▶ [What to produce]
Where a record contains an image, leave the image out and print the rest exactly.

* * *

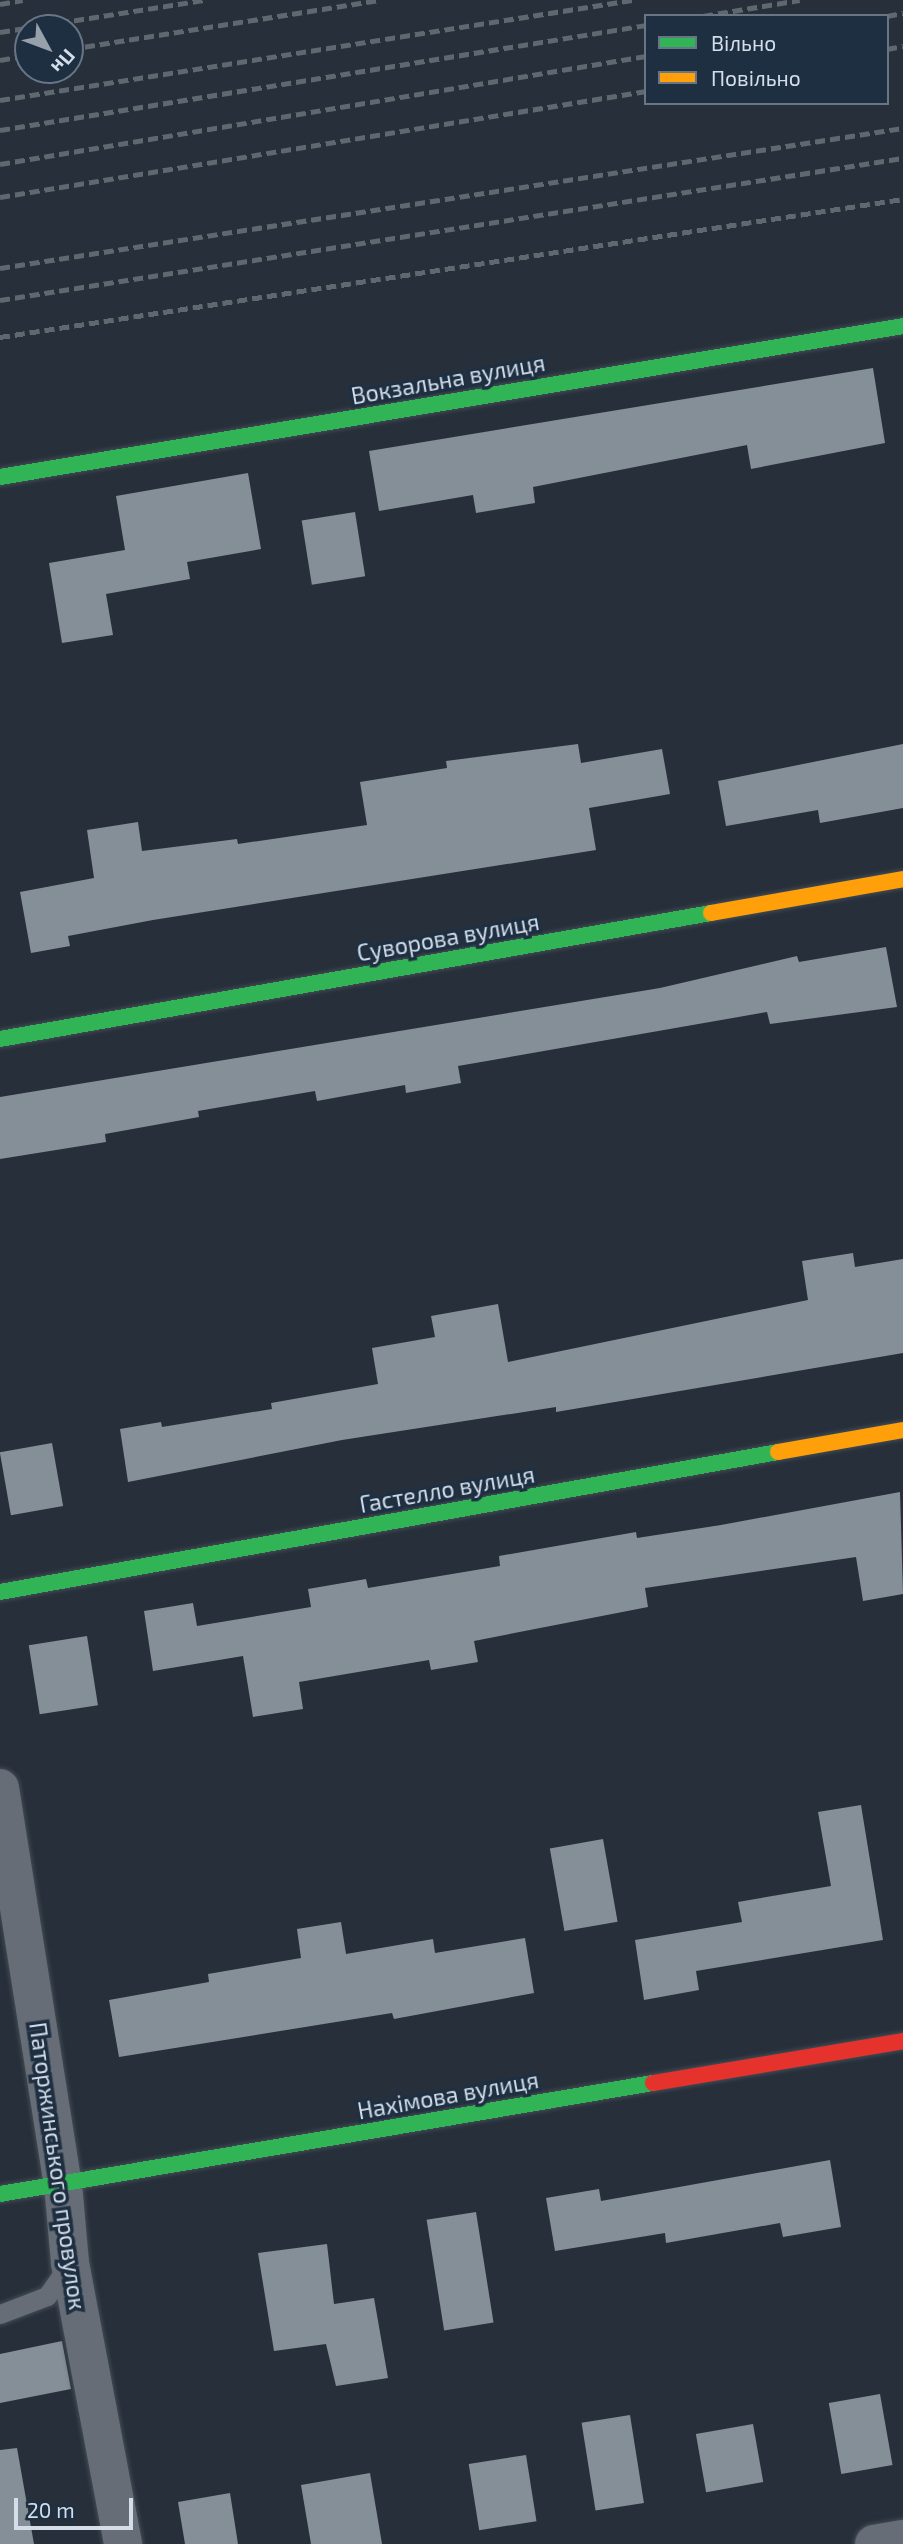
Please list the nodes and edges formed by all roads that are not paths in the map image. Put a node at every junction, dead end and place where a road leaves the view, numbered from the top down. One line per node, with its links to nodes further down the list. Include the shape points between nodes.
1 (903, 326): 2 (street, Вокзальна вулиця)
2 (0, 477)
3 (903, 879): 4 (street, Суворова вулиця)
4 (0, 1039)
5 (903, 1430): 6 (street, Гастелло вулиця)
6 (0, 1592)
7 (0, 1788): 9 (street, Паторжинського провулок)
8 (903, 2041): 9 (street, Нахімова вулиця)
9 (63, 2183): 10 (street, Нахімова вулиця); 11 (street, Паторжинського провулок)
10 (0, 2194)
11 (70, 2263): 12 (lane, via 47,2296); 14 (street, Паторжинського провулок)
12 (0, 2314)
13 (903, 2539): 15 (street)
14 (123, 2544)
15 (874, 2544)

* * *

▶ [Exercise answer]
Please list the nodes and edges formed by all roads that are not paths in the map image. Put a node at every junction, dead end and place where a road leaves the view, numbered from the top down. One line per node, with its links to nodes further down the list. Include the shape points between nodes.
1 (903, 326): 2 (street, Вокзальна вулиця)
2 (0, 477)
3 (903, 879): 4 (street, Суворова вулиця)
4 (0, 1039)
5 (903, 1430): 6 (street, Гастелло вулиця)
6 (0, 1592)
7 (0, 1788): 9 (street, Паторжинського провулок)
8 (903, 2041): 9 (street, Нахімова вулиця)
9 (63, 2183): 10 (street, Нахімова вулиця); 11 (street, Паторжинського провулок)
10 (0, 2194)
11 (70, 2263): 12 (lane, via 47,2296); 14 (street, Паторжинського провулок)
12 (0, 2314)
13 (903, 2539): 15 (street)
14 (123, 2544)
15 (874, 2544)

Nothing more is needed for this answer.